Dans les Quartiers Généraux politiques, cette démarche parlementaire fait plusieurs personnes. Il l’en est de même pour les internautes de Mai-Ndombe.
Il s’oserve entre autres des querelles internes à la majorité et accusations de clientélisme. Les commentaires révèlent une fracture politique au sein de la province.
Sur la page Facebook de Mai-ndombenews.net, plusieurs abonnés ont réagi à la motion de défiance déposée contre le gouverneur de Mai-Ndombe.
Pour Ferry Barnez Bonkali, cette affaire n’a rien d’une confrontation entre majorité et opposition.
« Mai-Ndombe n’a pas d’opposition : tous les députés sont issus de la majorité présidentielle. Les signataires du document viennent de l’ACP et du CNARC, deux partis membres de l’Union sacrée, tout comme la coalition provinciale (APOCM et UDPS). Il s’agit donc d’une querelle interne, reflet de la culture politique paroissiale du Mai-Ndombe, une véritable guerre de palais entre frères d’une même maison. Le Secrétariat permanent de l’Union sacrée devrait rappeler à tous l’impératif de cohésion dans la gestion provinciale», a-t-il écrit.
Des députés accusés de clientélisme
D’autres internautes pointent du doigt les pratiques des élus provinciaux, accusés de transformer les gouverneurs en instruments d’intérêts personnels.
Pour Jean-Robert Malala, « les députés provinciaux ont toujours trouvé les gouverneurs comme leurs vaches à lait. Quand ils reçoivent des donations de leur part, ils ne sont pas incompétents. Mais dès lors qu’ils ne sont pas soignés, c’est là que la guerre commence. Dommage. Pour qu’on laisse les gouverneurs travailler calmement, il faut revenir à l’ancien système avec Mobutu. »
Un déficit de leadership au sommet de la province
Certains commentateurs estiment cependant que la responsabilité incombe avant tout au gouverneur lui-même.

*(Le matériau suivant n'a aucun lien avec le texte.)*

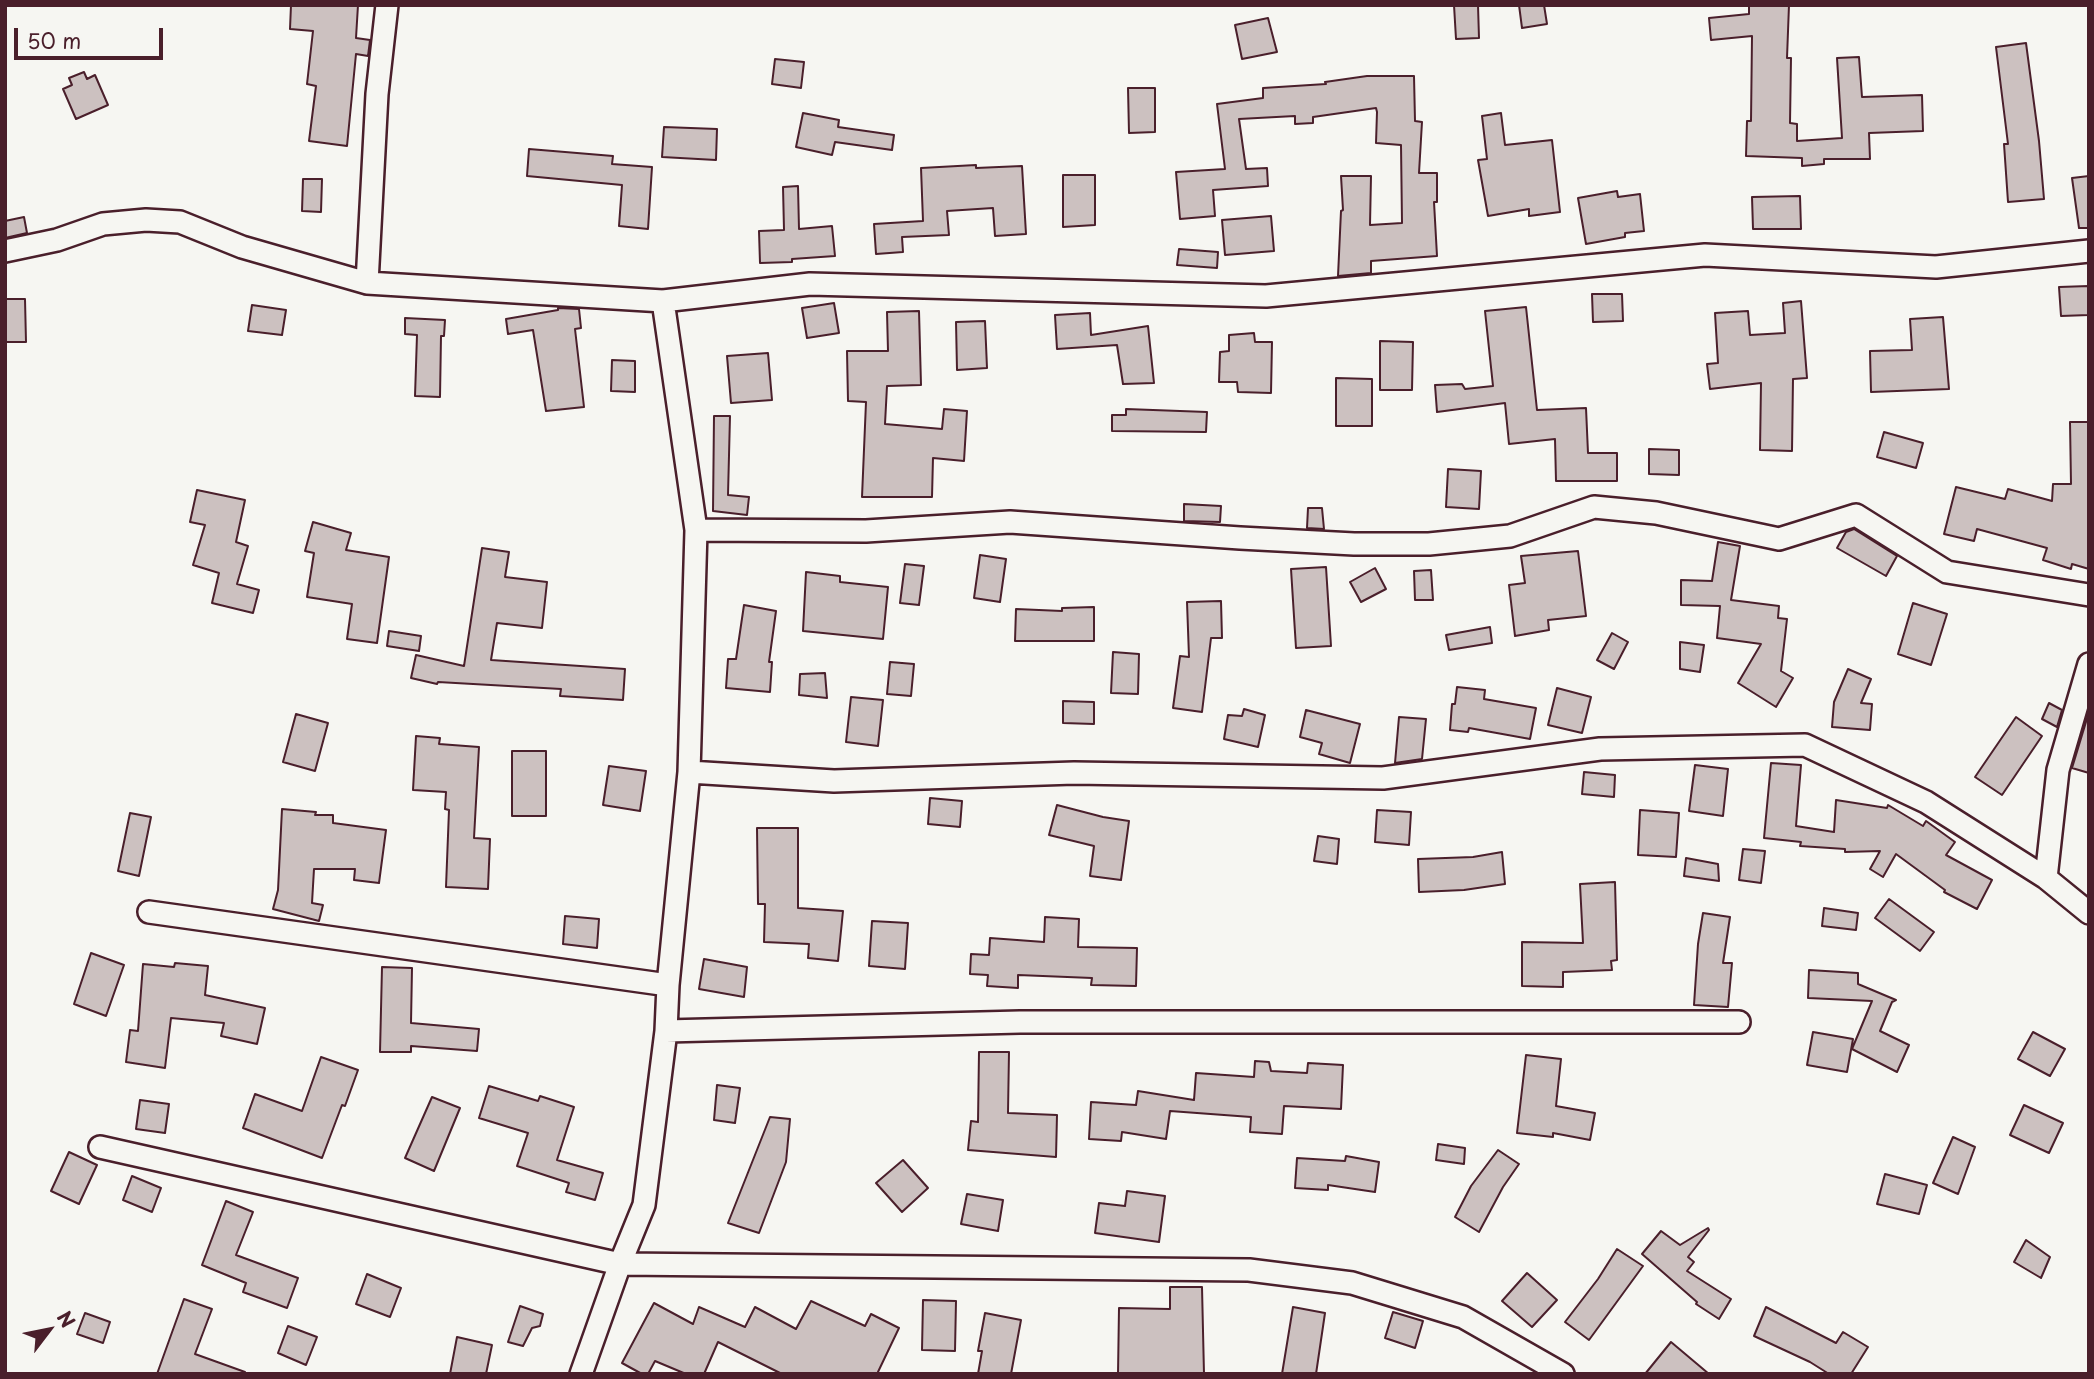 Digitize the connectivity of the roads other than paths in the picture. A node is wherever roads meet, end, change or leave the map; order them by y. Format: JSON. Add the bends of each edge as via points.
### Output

Gratien Bwate souligne que « le gouverneur a un déficit de leadership et de management. Il travaille plus pour lui-même et pour son mentor que pour la province. »
Une crise symptomatique d’une majorité fragmentée
Ces échanges en ligne traduisent la profondeur d’un malaise politique dans cette province de l’ouest de la RDC.
Entre alliances fragiles et luttes d’influence au sein même de l’Union sacrée, la motion contre Lebon Nkoso Kevani, malgré bloquée jusque par le patron de l’organe délibérant, apparaît moins comme un acte de contrôle parlementaire que comme le symptôme d’une majorité en proie à ses propres divisions.
Malgré tout, la crise reste palpable entre le pouvoir exécutif et le pouvoir legislatif au Mai-Ndombe.